▶ WHAT THE TASK REQUIRES: In the data below, find the line containing "margin:0; padding:0; list-style:none", then set down that line and every later line up to and including the line containing "margin:0; font-size:23px; white-space:nowrap;", exactly.

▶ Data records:
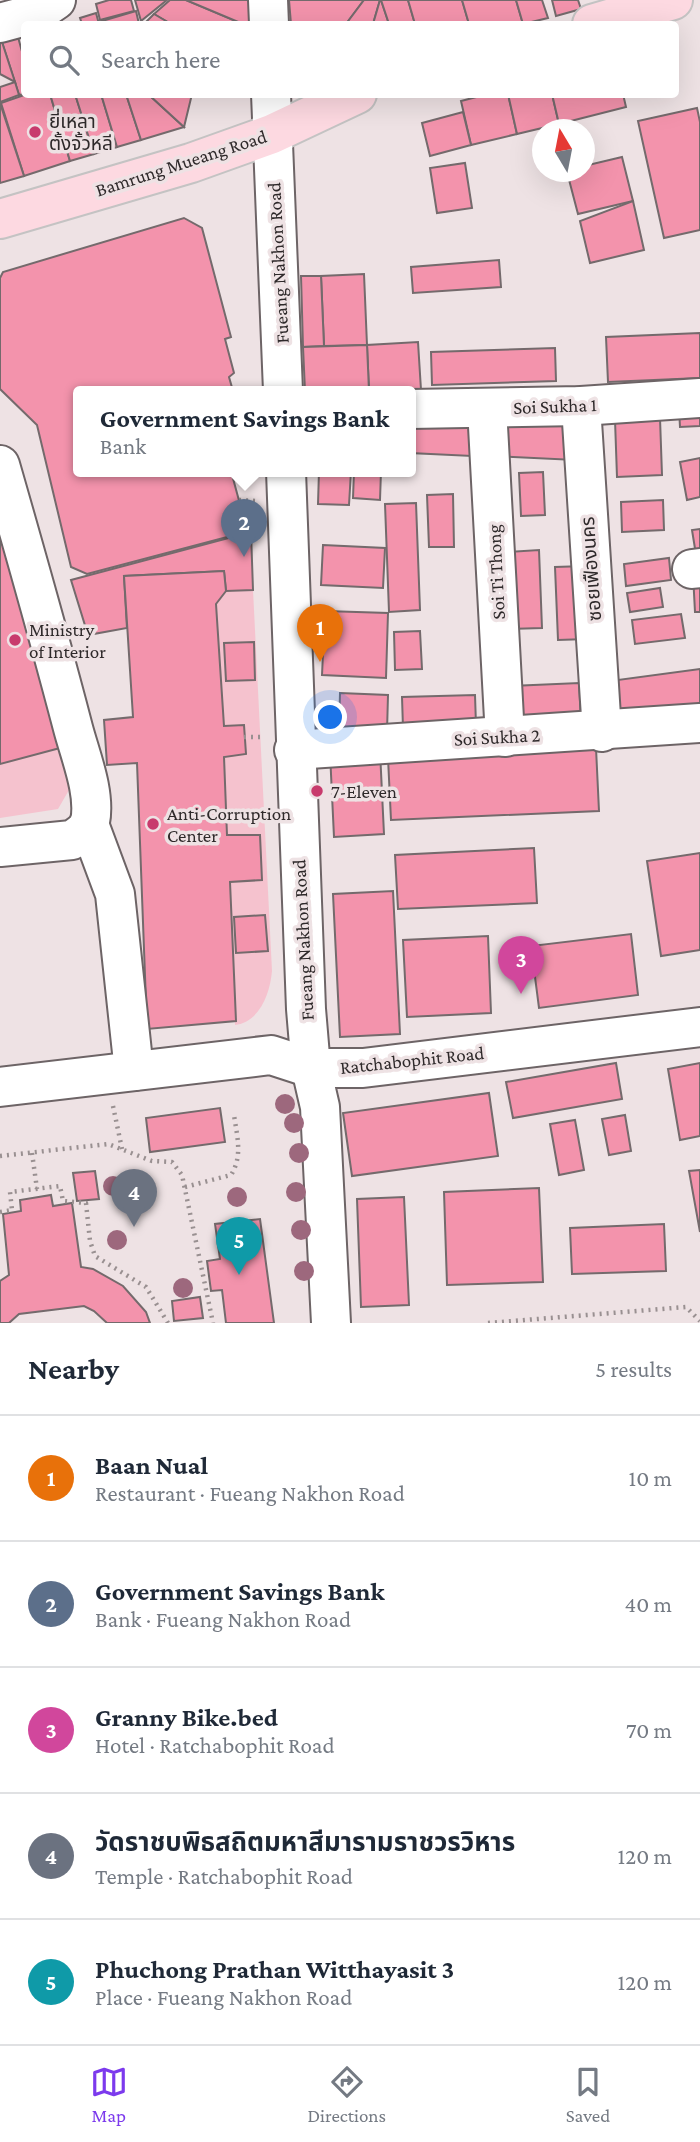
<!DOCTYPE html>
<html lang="en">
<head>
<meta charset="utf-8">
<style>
	body { margin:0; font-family:"Crimson Pro","Noto Sans Thai",serif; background:#f2f2f3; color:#1f2937 }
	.compass { position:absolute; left:532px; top:119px; width:63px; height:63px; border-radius:50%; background:#fff; box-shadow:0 7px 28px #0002; rotate:350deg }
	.you { position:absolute; left:331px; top:718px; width:24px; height:24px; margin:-18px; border:5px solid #fff; border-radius:50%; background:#1a73e8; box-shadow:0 0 0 10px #1a73e833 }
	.badge { display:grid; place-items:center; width:46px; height:46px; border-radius:50%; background:#7c3aed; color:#fff; font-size:23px; font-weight:700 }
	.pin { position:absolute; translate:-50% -58px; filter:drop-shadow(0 2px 4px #0008) }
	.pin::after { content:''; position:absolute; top:37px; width:24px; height:21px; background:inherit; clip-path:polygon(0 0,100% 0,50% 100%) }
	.popup { position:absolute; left:73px; top:386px; width:343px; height:91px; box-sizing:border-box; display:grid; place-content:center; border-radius:7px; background:#fff; filter:drop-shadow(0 2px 5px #0005); font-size:23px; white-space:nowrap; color:#747a83 }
	.popup b { font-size:26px; color:#1f2937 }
	.popup::after { content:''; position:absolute; left:50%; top:100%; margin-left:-14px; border:14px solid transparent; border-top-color:#fff }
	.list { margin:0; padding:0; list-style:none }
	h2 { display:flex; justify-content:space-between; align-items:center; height:91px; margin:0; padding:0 28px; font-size:30px }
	h2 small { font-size:23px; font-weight:400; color:#747a83 }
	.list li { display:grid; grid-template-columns:46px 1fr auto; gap:21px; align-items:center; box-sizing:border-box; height:126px; padding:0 28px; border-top:2px solid #e0e1e3 }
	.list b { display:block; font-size:26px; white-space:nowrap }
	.list p { margin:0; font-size:23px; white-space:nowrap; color:#747a83 }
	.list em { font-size:23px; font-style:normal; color:#747a83 }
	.icon { flex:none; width:38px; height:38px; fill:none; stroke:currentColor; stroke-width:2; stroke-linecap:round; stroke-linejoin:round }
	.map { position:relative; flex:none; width:700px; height:1323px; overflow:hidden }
	.search { position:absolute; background:#fff; box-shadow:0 7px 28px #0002; left:21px; right:21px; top:21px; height:77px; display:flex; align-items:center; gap:18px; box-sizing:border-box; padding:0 24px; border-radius:7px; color:#747a83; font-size:26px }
	.sheet { height:721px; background:#fff }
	nav { display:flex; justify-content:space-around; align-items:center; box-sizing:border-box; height:98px; border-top:2px solid #e0e1e3; background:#fff; font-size:19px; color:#747a83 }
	nav a { display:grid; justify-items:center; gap:4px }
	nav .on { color:#7c3aed }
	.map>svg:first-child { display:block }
</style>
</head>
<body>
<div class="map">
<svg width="700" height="1323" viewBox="0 0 700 1323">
	<rect width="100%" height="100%" fill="#eee2e4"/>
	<!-- green -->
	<g fill="#f5c2ce">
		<path d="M 253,590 L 272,971 C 270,993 260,1022 235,1025 L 216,604 L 226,591 Z"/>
		<path d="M 60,748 L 69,790 L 58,809 L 0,818 L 0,764 Z"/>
	</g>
	<!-- building -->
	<g fill="#f393ac" stroke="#746a6c" stroke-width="2">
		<path d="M 109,0 L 131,0 L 134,11 L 100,20 L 96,4 Z"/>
		<path d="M 135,0 L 167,0 L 141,21 Z"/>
		<path d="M 170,0 L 186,0 L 243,24 L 171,24 L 154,14 Z"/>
		<path d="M 186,0 L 251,0 L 252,24 L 243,24 Z"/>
		<path d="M 289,0 L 364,0 L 346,24 L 291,24 Z"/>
		<path d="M 364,0 L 380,0 L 373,24 L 346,24 Z"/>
		<path d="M 380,0 L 381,0 L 389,24 L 373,24 Z"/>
		<path d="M 381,0 L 408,0 L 415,24 L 389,24 Z"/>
		<path d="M 408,0 L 462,0 L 469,24 L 415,24 Z"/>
		<path d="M 462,0 L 516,0 L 523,24 L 469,24 Z"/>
		<path d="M 516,0 L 542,0 L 548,18 L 523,24 Z"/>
		<path d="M 552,0 L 578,0 L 581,9 L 556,16 Z"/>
		<path d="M 136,11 L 139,24 L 103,24 L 102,21 Z"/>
		<path d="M 96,13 L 99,24 L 82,24 L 80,18 Z"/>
		<path d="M 154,14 L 171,24 L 144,24 Z"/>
		<path d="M 18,37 L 24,59 L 24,94 L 19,95 L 2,42 Z"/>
		<path d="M 0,42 L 2,42 L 15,82 L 0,74 Z"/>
		<path d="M 15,82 L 19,95 L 0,102 L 0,87 Z"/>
		<path d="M 27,94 L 50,94 L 70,161 L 24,176 L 1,103 Z"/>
		<path d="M 50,94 L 75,94 L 94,154 L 70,161 Z"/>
		<path d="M 75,94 L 101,94 L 117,147 L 94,154 Z"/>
		<path d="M 101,94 L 126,94 L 141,140 L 117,147 Z"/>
		<path d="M 126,94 L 148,94 L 184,127 L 141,140 Z"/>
		<path d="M 148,94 L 192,94 L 184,127 Z"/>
		<path d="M 488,94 L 508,94 L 517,134 L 471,145 L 461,101 Z"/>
		<path d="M 508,94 L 552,94 L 559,124 L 517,134 Z"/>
		<path d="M 552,94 L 623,94 L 626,107 L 559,124 Z"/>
		<path d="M 0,103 L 24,176 L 0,183 Z"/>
		<path d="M 697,108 L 700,122 L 700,230 L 664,238 L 638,121 Z"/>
		<path d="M 463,112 L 471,145 L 430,156 L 422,123 Z"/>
		<path d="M 622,157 L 633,201 L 578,214 L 567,172 L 584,172 L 584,166 Z"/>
		<path d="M 465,163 L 472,208 L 437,213 L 430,168 Z"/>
		<path d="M 633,201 L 644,250 L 590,263 L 580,221 Z"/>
		<path d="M 184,218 L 202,228 L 231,337 L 225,339 L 234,373 L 229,377 L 233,391 L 78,391 L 78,471 L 231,471 L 244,519 L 231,536 L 87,574 L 71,567 L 37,425 L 0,389 L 0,278 L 3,272 Z"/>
		<path d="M 499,260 L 501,287 L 413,293 L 411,267 Z"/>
		<path d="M 364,274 L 367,345 L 324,346 L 321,276 Z"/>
		<path d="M 301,276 L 321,276 L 324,346 L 303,347 Z"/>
		<path d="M 700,333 L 700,378 L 608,382 L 606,337 Z"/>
		<path d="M 418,342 L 421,390 L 369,391 L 367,345 Z"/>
		<path d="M 367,345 L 369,391 L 305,391 L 303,347 Z"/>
		<path d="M 555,348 L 556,381 L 432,385 L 431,352 Z"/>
		<path d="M 700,407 L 700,426 L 680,427 L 679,408 Z"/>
		<path d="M 494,416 L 577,420 L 575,460 L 493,456 Z"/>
		<path d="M 660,418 L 662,475 L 617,477 L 615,420 Z"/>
		<path d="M 410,421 L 474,424 L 472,456 L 410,453 Z"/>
		<path d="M 700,458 L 700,497 L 687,500 L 680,462 Z"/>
		<path d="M 319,471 L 351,471 L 349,505 L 318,504 Z"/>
		<path d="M 354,471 L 381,471 L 380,500 L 353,498 Z"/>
		<path d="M 543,472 L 545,515 L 521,516 L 519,473 Z"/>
		<path d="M 453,494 L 454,547 L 429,547 L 427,495 Z"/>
		<path d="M 663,500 L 664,530 L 622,532 L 621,502 Z"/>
		<path d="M 416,503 L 420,610 L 389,612 L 385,504 Z"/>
		<path d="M 700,529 L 700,560 L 697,561 L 692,530 Z"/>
		<path d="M 0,532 L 60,748 L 0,764 Z"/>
		<path d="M 251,532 L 253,590 L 226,591 L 224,571 L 124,576 L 127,628 L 88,635 L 71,580 Z"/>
		<path d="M 323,545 L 385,548 L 383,588 L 321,585 Z"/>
		<path d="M 539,550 L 542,628 L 509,629 L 507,552 Z"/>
		<path d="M 669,558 L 671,580 L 626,586 L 624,564 Z"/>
		<path d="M 585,566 L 587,639 L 558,640 L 555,567 Z"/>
		<path d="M 224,571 L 226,591 L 216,604 L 224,726 L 244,725 L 246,754 L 224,757 L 227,835 L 260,835 L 262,880 L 230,882 L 236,1021 L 147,1029 L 137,763 L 107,765 L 104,720 L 133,717 L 124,576 Z"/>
		<path d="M 693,574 L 700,574 L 700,612 L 695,612 Z"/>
		<path d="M 660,588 L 663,607 L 630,612 L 627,593 Z"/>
		<path d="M 325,611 L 388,613 L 386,678 L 322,675 Z"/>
		<path d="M 681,614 L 685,638 L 635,644 L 632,620 Z"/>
		<path d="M 420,631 L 422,669 L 395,670 L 394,632 Z"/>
		<path d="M 254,642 L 255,680 L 226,681 L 224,643 Z"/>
		<path d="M 700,669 L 700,713 L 616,724 L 610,681 Z"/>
		<path d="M 579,683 L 581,721 L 512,723 L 511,686 Z"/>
		<path d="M 340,693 L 388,695 L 387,732 L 339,730 Z"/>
		<path d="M 475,695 L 476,725 L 403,728 L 402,697 Z"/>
		<path d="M 596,748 L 599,811 L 391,820 L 388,758 Z"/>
		<path d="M 380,751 L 384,834 L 334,837 L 330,753 Z"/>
		<path d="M 534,848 L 537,903 L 398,909 L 395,855 Z"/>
		<path d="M 700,853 L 700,950 L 661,956 L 647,861 Z"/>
		<path d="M 393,891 L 400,1034 L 340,1037 L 333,894 Z"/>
		<path d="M 265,915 L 268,951 L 236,953 L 234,917 Z"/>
		<path d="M 631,934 L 638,995 L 539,1008 L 531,946 Z"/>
		<path d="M 488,936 L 491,1013 L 407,1017 L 403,940 Z"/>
		<path d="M 616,1063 L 622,1099 L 513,1118 L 506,1082 Z"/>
		<path d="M 700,1063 L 700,1136 L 680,1140 L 668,1069 Z"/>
		<path d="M 489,1093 L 498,1156 L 352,1176 L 343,1113 Z"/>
		<path d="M 220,1108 L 225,1142 L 150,1152 L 146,1118 Z"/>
		<path d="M 625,1115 L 631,1151 L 609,1155 L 602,1119 Z"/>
		<path d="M 575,1120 L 584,1170 L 559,1175 L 550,1124 Z"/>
		<path d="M 700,1170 L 700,1232 L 689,1171 Z"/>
		<path d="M 95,1171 L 99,1199 L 77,1201 L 73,1173 Z"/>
		<path d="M 539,1188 L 543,1282 L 447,1285 L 444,1192 Z"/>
		<path d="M 51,1195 L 53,1206 L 72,1203 L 81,1267 L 93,1269 L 123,1286 L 146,1312 L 150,1323 L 107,1323 L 94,1311 L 84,1306 L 19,1314 L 9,1323 L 0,1323 L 0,1281 L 9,1275 L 3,1214 L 21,1211 L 20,1200 Z"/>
		<path d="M 404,1197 L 409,1305 L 361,1307 L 357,1199 Z"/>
		<path d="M 260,1219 L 274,1323 L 226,1323 L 222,1290 L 211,1291 L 207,1261 L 220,1259 L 215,1224 Z"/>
		<path d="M 664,1224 L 666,1271 L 572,1274 L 570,1228 Z"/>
		<path d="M 200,1297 L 203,1318 L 174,1321 L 172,1301 Z"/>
	</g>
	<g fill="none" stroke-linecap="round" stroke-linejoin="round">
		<defs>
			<g id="minor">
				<path d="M 268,0 L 269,24"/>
				<path d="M 0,23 L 37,13 L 56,0"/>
				<path d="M 271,94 L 283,391"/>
				<path d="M 581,406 L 602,732"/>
				<path d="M 487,408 L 505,737"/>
				<path d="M 410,409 L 581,406 L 700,398"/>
				<path d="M 0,465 C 25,552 50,640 73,728 C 80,755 96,793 90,822 C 87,831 80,835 72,840 L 0,847"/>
				<path d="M 286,471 L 306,1009 L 311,1068 L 320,1107 L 331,1323"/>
				<path d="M 692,569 L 700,568"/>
				<path d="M 294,750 L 700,723"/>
				<path d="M 89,824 L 115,894 L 134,1071"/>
				<path d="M 0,1087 L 271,1055 L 311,1068 L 363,1068 L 700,1027"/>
			</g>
			<g id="major">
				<path d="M 592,24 L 673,0"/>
				<path d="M 0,219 L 191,163 L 272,134 L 357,94"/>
			</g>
		</defs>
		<!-- minor casing -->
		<use href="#minor" stroke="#6d6466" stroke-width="42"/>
		<!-- major casing -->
		<use href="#major" stroke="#c4c3c3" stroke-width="42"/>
		<!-- path -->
		<g stroke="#999091" stroke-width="4.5" stroke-dasharray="2 5" stroke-linecap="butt">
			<path d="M 239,500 L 256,501"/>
			<path d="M 244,737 L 265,737"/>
			<path d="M 113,1106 L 122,1149"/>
			<path d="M 32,1153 L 37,1189"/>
			<path d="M 0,1156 L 108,1144 L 152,1161 L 172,1162 L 182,1175 L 213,1323"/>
			<path d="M 185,1187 L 231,1175 C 243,1156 237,1136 234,1115"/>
			<path d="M 0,1212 L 12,1210 L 10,1192 L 60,1186 L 63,1201 L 86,1203 L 90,1241 L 95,1256 L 146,1287 L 168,1323"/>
			<path d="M 488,1323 L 686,1307 L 700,1321"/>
		</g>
		<!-- minor -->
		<use href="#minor" stroke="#fff" stroke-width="38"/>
		<!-- major -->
		<use href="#major" stroke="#fdd9e1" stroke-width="38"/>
	</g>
	<!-- trees -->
	<g fill="#9d687d">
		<circle cx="285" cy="1104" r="10"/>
		<circle cx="294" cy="1123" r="10"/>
		<circle cx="299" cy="1153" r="10"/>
		<circle cx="113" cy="1186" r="10"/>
		<circle cx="296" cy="1192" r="10"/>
		<circle cx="237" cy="1197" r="10"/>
		<circle cx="301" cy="1230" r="10"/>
		<circle cx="117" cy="1240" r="10"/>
		<circle cx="304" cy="1271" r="10"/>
		<circle cx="183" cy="1288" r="10"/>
	</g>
	<!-- markers -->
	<g fill="#c83b6d" stroke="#eee2e4" stroke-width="2.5">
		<circle cx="35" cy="132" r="7"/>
		<circle cx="15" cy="640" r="7"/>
		<circle cx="317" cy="791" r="7"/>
		<circle cx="153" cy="824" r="7"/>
	</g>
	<g text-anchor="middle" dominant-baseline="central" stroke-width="7" stroke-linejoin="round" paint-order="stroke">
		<!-- poi labels -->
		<g font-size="19" fill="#2e292a" stroke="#eee2e4" text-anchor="start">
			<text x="49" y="121">ยี่เหลา<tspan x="49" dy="22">ตั้งจั้วหลี</tspan></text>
			<text x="29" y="629">Ministry<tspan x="29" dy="22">of Interior</tspan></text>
			<text x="331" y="791">7-Eleven</text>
			<text x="167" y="813">Anti-Corruption<tspan x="167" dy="22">Center</tspan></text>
		</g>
		<!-- street labels -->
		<g font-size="19" fill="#2e292a" stroke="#eee2e4">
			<text transform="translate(181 163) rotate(-18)">Bamrung Mueang Road</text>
			<text transform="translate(278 263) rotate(-93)">Fueang Nakhon Road</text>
			<text transform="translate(555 406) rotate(-2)">Soi Sukha 1</text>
			<text transform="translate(591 569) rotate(-94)">ซอยเฟืองนคร</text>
			<text transform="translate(496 572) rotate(-93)">Soi Ti Thong</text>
			<text transform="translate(497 737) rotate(-3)">Soi Sukha 2</text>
			<text transform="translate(303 940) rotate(-93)">Fueang Nakhon Road</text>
			<text transform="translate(412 1060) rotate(-6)">Ratchabophit Road</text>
		</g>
	</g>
</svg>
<svg class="compass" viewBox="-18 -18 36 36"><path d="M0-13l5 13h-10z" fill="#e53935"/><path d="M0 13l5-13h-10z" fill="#747a83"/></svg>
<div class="you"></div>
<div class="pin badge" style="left:320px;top:662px;background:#e8710a">1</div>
<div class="pin badge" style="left:244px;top:557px;background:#5c6f8a">2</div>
<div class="popup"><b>Government Savings Bank</b>Bank</div>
<div class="pin badge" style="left:521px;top:994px;background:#d1479c">3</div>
<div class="pin badge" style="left:134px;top:1227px;background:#6b7280">4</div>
<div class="pin badge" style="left:239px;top:1275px;background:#0f9aa8">5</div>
<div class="search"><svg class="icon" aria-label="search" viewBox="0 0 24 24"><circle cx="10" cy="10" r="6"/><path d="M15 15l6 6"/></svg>Search here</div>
</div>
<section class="sheet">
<h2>Nearby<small>5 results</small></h2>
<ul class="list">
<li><span class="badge" style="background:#e8710a">1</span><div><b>Baan Nual</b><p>Restaurant · Fueang Nakhon Road</p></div><em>10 m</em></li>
<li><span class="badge" style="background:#5c6f8a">2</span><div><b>Government Savings Bank</b><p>Bank · Fueang Nakhon Road</p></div><em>40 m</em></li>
<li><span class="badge" style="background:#d1479c">3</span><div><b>Granny Bike.bed</b><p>Hotel · Ratchabophit Road</p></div><em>70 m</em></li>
<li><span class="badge" style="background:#6b7280">4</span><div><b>วัดราชบพิธสถิตมหาสีมารามราชวรวิหาร</b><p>Temple · Ratchabophit Road</p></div><em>120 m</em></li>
<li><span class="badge" style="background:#0f9aa8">5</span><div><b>Phuchong Prathan Witthayasit 3</b><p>Place · Fueang Nakhon Road</p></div><em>120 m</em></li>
</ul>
</section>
<nav>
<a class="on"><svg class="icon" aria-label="map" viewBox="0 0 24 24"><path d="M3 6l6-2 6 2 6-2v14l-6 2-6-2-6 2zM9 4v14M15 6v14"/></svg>Map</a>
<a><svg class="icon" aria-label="directions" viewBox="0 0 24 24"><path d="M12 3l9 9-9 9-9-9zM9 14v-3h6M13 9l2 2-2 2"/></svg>Directions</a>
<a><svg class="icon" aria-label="saved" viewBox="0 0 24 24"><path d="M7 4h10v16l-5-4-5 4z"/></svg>Saved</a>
</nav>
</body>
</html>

▶ REPLY TO THE EXERCISE:
	.list { margin:0; padding:0; list-style:none }
	h2 { display:flex; justify-content:space-between; align-items:center; height:91px; margin:0; padding:0 28px; font-size:30px }
	h2 small { font-size:23px; font-weight:400; color:#747a83 }
	.list li { display:grid; grid-template-columns:46px 1fr auto; gap:21px; align-items:center; box-sizing:border-box; height:126px; padding:0 28px; border-top:2px solid #e0e1e3 }
	.list b { display:block; font-size:26px; white-space:nowrap }
	.list p { margin:0; font-size:23px; white-space:nowrap; color:#747a83 }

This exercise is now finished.